Saved data entries
[Start of section]
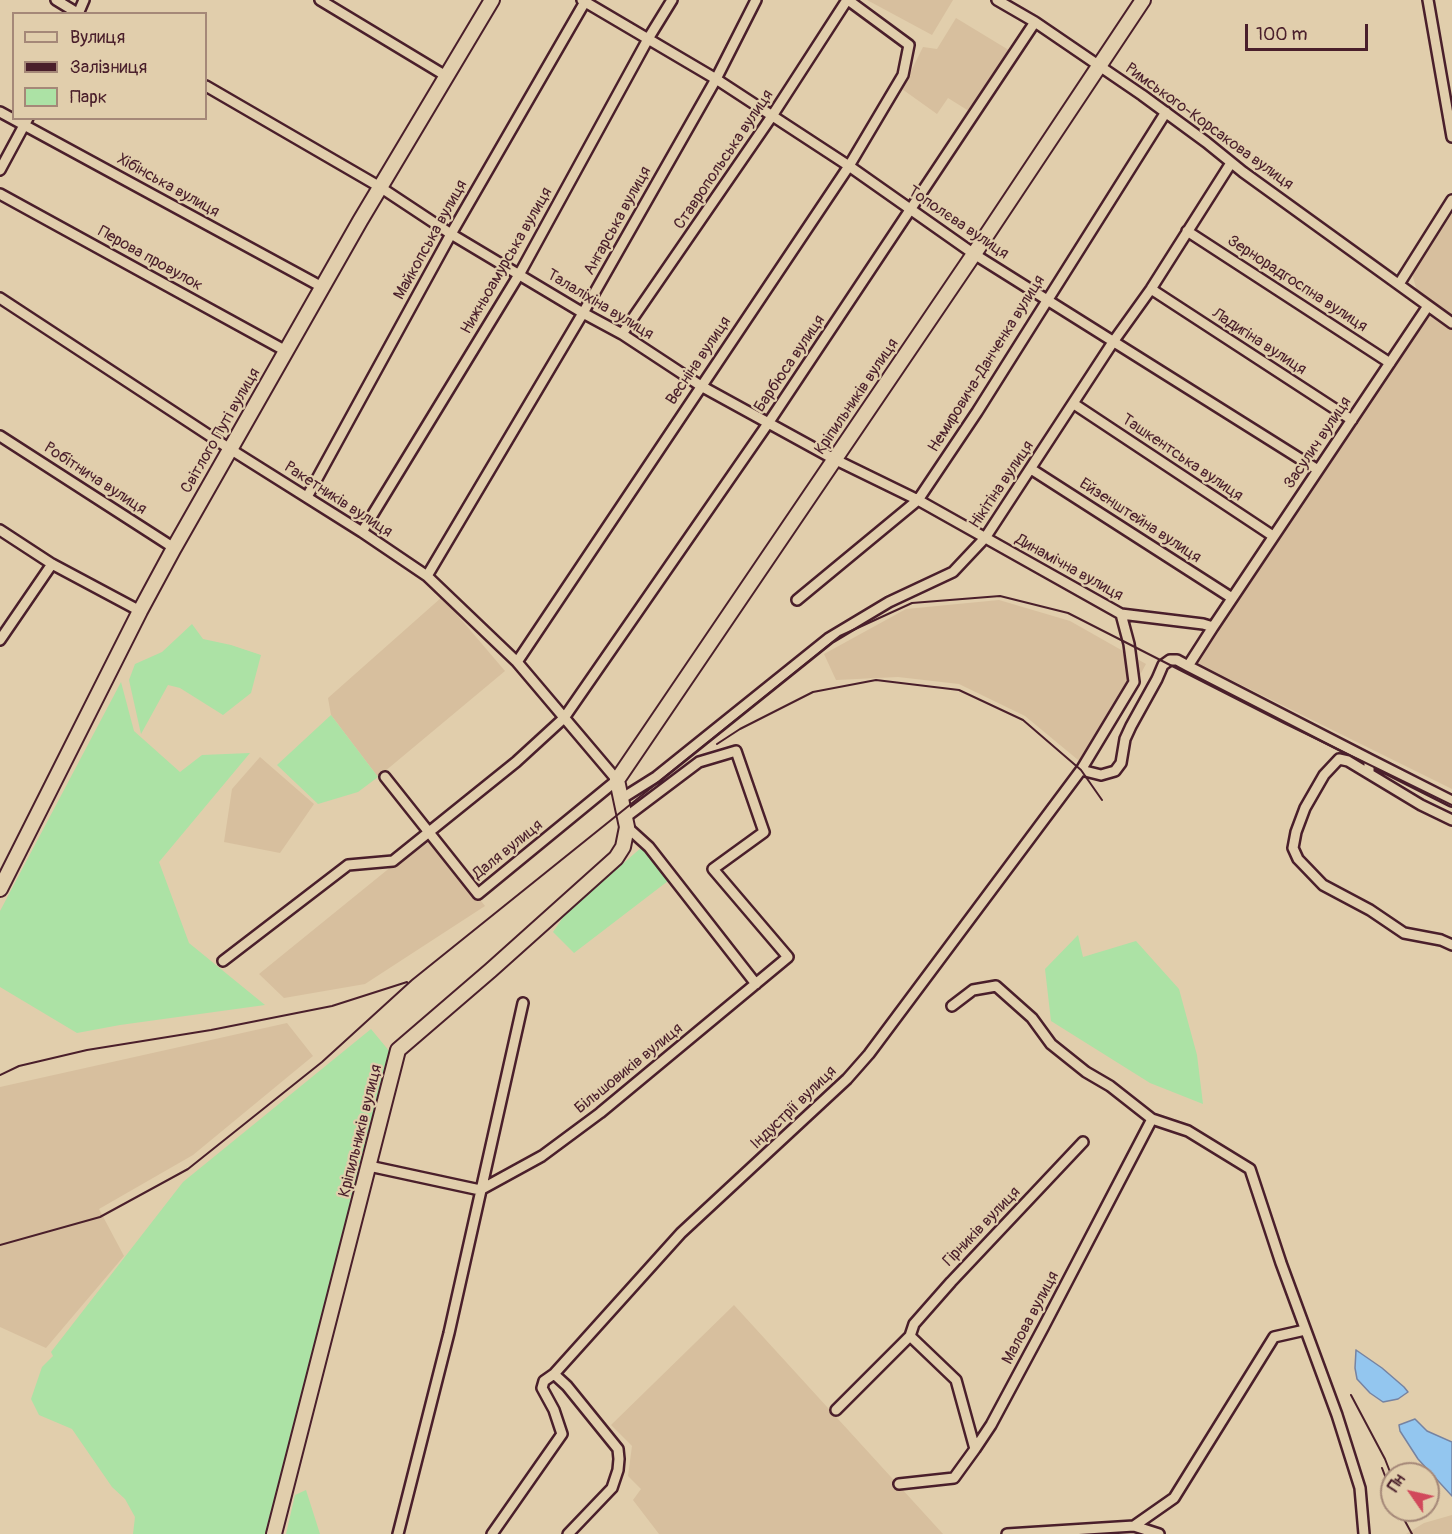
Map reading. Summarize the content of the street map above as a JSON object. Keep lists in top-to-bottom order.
{
  "streets": {
    "street": [
      "Римського-Корсакова вулиця",
      "Ставропольська вулиця",
      "Хібінська вулиця",
      "Ангарська вулиця",
      "Тополєва вулиця",
      "Майкопська вулиця",
      "Перова провулок",
      "Нижньоамурська вулиця",
      "Зернорадгоспна вулиця",
      "Талаліхіна вулиця",
      "Ладигіна вулиця",
      "Весніна вулиця",
      "Барбюса вулиця",
      "Немировича-Данченка вулиця",
      "Кріпильників вулиця",
      "Світлого Путі вулиця",
      "Засулич вулиця",
      "Ташкентська вулиця",
      "Робітнича вулиця",
      "Нікітіна вулиця",
      "Ракетників вулиця",
      "Ейзенштейна вулиця",
      "Динамічна вулиця",
      "Даля вулиця",
      "Більшовиків вулиця",
      "Індустрії вулиця",
      "Гірників вулиця",
      "Малова вулиця"
    ]
  },
  "crossings": [
    ["Римського-Корсакова вулиця", "Барбюса вулиця"],
    ["Римського-Корсакова вулиця", "Немировича-Данченка вулиця"],
    ["Римського-Корсакова вулиця", "Кріпильників вулиця"],
    ["Римського-Корсакова вулиця", "Засулич вулиця"],
    ["Римського-Корсакова вулиця", "Нікітіна вулиця"],
    ["Ставропольська вулиця", "Тополєва вулиця"],
    ["Ставропольська вулиця", "Талаліхіна вулиця"],
    ["Ставропольська вулиця", "Весніна вулиця"],
    ["Хібінська вулиця", "Світлого Путі вулиця"],
    ["Ангарська вулиця", "Тополєва вулиця"],
    ["Ангарська вулиця", "Талаліхіна вулиця"],
    ["Ангарська вулиця", "Ракетників вулиця"],
    ["Тополєва вулиця", "Майкопська вулиця"],
    ["Тополєва вулиця", "Нижньоамурська вулиця"],
    ["Тополєва вулиця", "Весніна вулиця"],
    ["Тополєва вулиця", "Барбюса вулиця"],
    ["Тополєва вулиця", "Немировича-Данченка вулиця"],
    ["Тополєва вулиця", "Кріпильників вулиця"],
    ["Тополєва вулиця", "Засулич вулиця"],
    ["Тополєва вулиця", "Нікітіна вулиця"],
    ["Майкопська вулиця", "Талаліхіна вулиця"],
    ["Майкопська вулиця", "Ракетників вулиця"],
    ["Перова провулок", "Світлого Путі вулиця"],
    ["Нижньоамурська вулиця", "Талаліхіна вулиця"],
    ["Нижньоамурська вулиця", "Ракетників вулиця"],
    ["Зернорадгоспна вулиця", "Засулич вулиця"],
    ["Зернорадгоспна вулиця", "Нікітіна вулиця"],
    ["Талаліхіна вулиця", "Весніна вулиця"],
    ["Талаліхіна вулиця", "Барбюса вулиця"],
    ["Талаліхіна вулиця", "Немировича-Данченка вулиця"],
    ["Талаліхіна вулиця", "Кріпильників вулиця"],
    ["Талаліхіна вулиця", "Світлого Путі вулиця"],
    ["Талаліхіна вулиця", "Нікітіна вулиця"],
    ["Талаліхіна вулиця", "Динамічна вулиця"],
    ["Ладигіна вулиця", "Засулич вулиця"],
    ["Ладигіна вулиця", "Нікітіна вулиця"],
    ["Весніна вулиця", "Ракетників вулиця"],
    ["Барбюса вулиця", "Ракетників вулиця"],
    ["Кріпильників вулиця", "Ракетників вулиця"],
    ["Кріпильників вулиця", "Даля вулиця"],
    ["Кріпильників вулиця", "Більшовиків вулиця"],
    ["Світлого Путі вулиця", "Робітнича вулиця"],
    ["Світлого Путі вулиця", "Ракетників вулиця"],
    ["Засулич вулиця", "Ташкентська вулиця"],
    ["Засулич вулиця", "Ейзенштейна вулиця"],
    ["Ташкентська вулиця", "Нікітіна вулиця"],
    ["Нікітіна вулиця", "Ейзенштейна вулиця"],
    ["Нікітіна вулиця", "Динамічна вулиця"],
    ["Ракетників вулиця", "Даля вулиця"],
    ["Динамічна вулиця", "Індустрії вулиця"]
  ],
  "legend": ["Вулиця", "Залізниця", "Парк"],
  "scale_bar": "100 m",
  "north": "top left"
}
[End of section]
WORK TASK: Output each entry above word for word. The pictures stay out.

TASK OUTPUT:
Map reading. Summarize the content of the street map above as a JSON object. Keep lists in top-to-bottom order.
{
  "streets": {
    "street": [
      "Римського-Корсакова вулиця",
      "Ставропольська вулиця",
      "Хібінська вулиця",
      "Ангарська вулиця",
      "Тополєва вулиця",
      "Майкопська вулиця",
      "Перова провулок",
      "Нижньоамурська вулиця",
      "Зернорадгоспна вулиця",
      "Талаліхіна вулиця",
      "Ладигіна вулиця",
      "Весніна вулиця",
      "Барбюса вулиця",
      "Немировича-Данченка вулиця",
      "Кріпильників вулиця",
      "Світлого Путі вулиця",
      "Засулич вулиця",
      "Ташкентська вулиця",
      "Робітнича вулиця",
      "Нікітіна вулиця",
      "Ракетників вулиця",
      "Ейзенштейна вулиця",
      "Динамічна вулиця",
      "Даля вулиця",
      "Більшовиків вулиця",
      "Індустрії вулиця",
      "Гірників вулиця",
      "Малова вулиця"
    ]
  },
  "crossings": [
    ["Римського-Корсакова вулиця", "Барбюса вулиця"],
    ["Римського-Корсакова вулиця", "Немировича-Данченка вулиця"],
    ["Римського-Корсакова вулиця", "Кріпильників вулиця"],
    ["Римського-Корсакова вулиця", "Засулич вулиця"],
    ["Римського-Корсакова вулиця", "Нікітіна вулиця"],
    ["Ставропольська вулиця", "Тополєва вулиця"],
    ["Ставропольська вулиця", "Талаліхіна вулиця"],
    ["Ставропольська вулиця", "Весніна вулиця"],
    ["Хібінська вулиця", "Світлого Путі вулиця"],
    ["Ангарська вулиця", "Тополєва вулиця"],
    ["Ангарська вулиця", "Талаліхіна вулиця"],
    ["Ангарська вулиця", "Ракетників вулиця"],
    ["Тополєва вулиця", "Майкопська вулиця"],
    ["Тополєва вулиця", "Нижньоамурська вулиця"],
    ["Тополєва вулиця", "Весніна вулиця"],
    ["Тополєва вулиця", "Барбюса вулиця"],
    ["Тополєва вулиця", "Немировича-Данченка вулиця"],
    ["Тополєва вулиця", "Кріпильників вулиця"],
    ["Тополєва вулиця", "Засулич вулиця"],
    ["Тополєва вулиця", "Нікітіна вулиця"],
    ["Майкопська вулиця", "Талаліхіна вулиця"],
    ["Майкопська вулиця", "Ракетників вулиця"],
    ["Перова провулок", "Світлого Путі вулиця"],
    ["Нижньоамурська вулиця", "Талаліхіна вулиця"],
    ["Нижньоамурська вулиця", "Ракетників вулиця"],
    ["Зернорадгоспна вулиця", "Засулич вулиця"],
    ["Зернорадгоспна вулиця", "Нікітіна вулиця"],
    ["Талаліхіна вулиця", "Весніна вулиця"],
    ["Талаліхіна вулиця", "Барбюса вулиця"],
    ["Талаліхіна вулиця", "Немировича-Данченка вулиця"],
    ["Талаліхіна вулиця", "Кріпильників вулиця"],
    ["Талаліхіна вулиця", "Світлого Путі вулиця"],
    ["Талаліхіна вулиця", "Нікітіна вулиця"],
    ["Талаліхіна вулиця", "Динамічна вулиця"],
    ["Ладигіна вулиця", "Засулич вулиця"],
    ["Ладигіна вулиця", "Нікітіна вулиця"],
    ["Весніна вулиця", "Ракетників вулиця"],
    ["Барбюса вулиця", "Ракетників вулиця"],
    ["Кріпильників вулиця", "Ракетників вулиця"],
    ["Кріпильників вулиця", "Даля вулиця"],
    ["Кріпильників вулиця", "Більшовиків вулиця"],
    ["Світлого Путі вулиця", "Робітнича вулиця"],
    ["Світлого Путі вулиця", "Ракетників вулиця"],
    ["Засулич вулиця", "Ташкентська вулиця"],
    ["Засулич вулиця", "Ейзенштейна вулиця"],
    ["Ташкентська вулиця", "Нікітіна вулиця"],
    ["Нікітіна вулиця", "Ейзенштейна вулиця"],
    ["Нікітіна вулиця", "Динамічна вулиця"],
    ["Ракетників вулиця", "Даля вулиця"],
    ["Динамічна вулиця", "Індустрії вулиця"]
  ],
  "legend": ["Вулиця", "Залізниця", "Парк"],
  "scale_bar": "100 m",
  "north": "top left"
}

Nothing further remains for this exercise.